Mi jefe me dijo que me tranquilizara. Que no quería decir nada con eso, pero que hiciera un poco de análisis interior y que me sincerara conmigo misma y con él, si quería. Era lo menos que podía pedir. Me situé de nuevo en el viernes. Y la verdad es que tenía razón. Creo que fui consciente por primera vez en aquel momento. No al principio, pero el hecho de estar desnuda frente a mi jefe, el hecho de que me sintiera indefensa, a su merced me había estimulado. Asentí. Mi jefe me dijo que era normal. Que no me asustara. Que el morbo forma parte de la sexualidad y es algo sano. Entonces se levantó. Me dijo que no me obligaba a nada. Me pidió que pensara con libertad absoluta, sin prejuicios, sin falsa moral. Puso una mano en mi muslo, lo que me hizo dar un respingo. A pesar de eso, él la subió lentamente. Yo llevaba una faldita de cuadros por encima de la rodilla. Su mano se deslizo bajo ella.
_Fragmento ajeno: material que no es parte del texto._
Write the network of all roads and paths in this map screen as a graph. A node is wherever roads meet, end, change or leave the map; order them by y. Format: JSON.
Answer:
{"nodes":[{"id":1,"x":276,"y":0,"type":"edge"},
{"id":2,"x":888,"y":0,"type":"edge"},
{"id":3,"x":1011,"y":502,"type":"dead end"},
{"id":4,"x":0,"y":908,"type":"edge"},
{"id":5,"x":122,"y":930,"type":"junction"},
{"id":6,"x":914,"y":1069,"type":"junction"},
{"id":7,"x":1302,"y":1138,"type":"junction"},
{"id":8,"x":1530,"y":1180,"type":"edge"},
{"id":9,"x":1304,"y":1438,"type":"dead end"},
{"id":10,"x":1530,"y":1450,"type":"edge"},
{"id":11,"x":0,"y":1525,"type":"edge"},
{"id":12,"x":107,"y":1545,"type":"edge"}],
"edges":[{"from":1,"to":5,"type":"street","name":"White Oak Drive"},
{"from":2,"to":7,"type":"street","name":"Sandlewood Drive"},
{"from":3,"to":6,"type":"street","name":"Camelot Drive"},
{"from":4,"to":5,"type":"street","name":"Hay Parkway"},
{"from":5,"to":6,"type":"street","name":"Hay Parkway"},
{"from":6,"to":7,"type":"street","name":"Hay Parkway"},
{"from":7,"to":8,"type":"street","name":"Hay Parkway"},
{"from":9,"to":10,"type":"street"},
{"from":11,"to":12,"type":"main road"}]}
Entonces me dijo que, desde ese punto de vista de libertad absoluta, solo si realmente lo deseaba, apartara su mano.
No lo hice. Ni cuando su mano empezó a frotar mis bragas, ni cuando las apartó, ni cuando sus dedos empezaron a moverse entre mis labios vaginales, ni cuando empezaron a jugar en la entrada. Al contrario, yo noté que me humedecía. No, que me mojaba. Sin apartar su mano me dijo que sabía que yo tenía un componente morboso que tenía que alimentar para sentirme viva, que si le dejaba, él podía mostrarme muchas puertas para dar de comer ese sentimiento. Me quedé paralizada, porque me estaba percatando por primera vez que esas palabras guardaban un mundo nuevo que, para mi sorpresa, quería conocer. Tenía mucho miedo pero era diferente al que había sentido al entrar en ese despacho. Le dejé hacer hasta que escaparon los suspiros inevitables. Delante del director tuve un orgasmo que me dobló. Él sonrió y apartó la mano. Me acarició la mejilla y no dijo nada más. Entendí que podía salir del despacho y fui directamente al baño, donde me encerré y me senté en la taza. ¿Me había vuelto loca?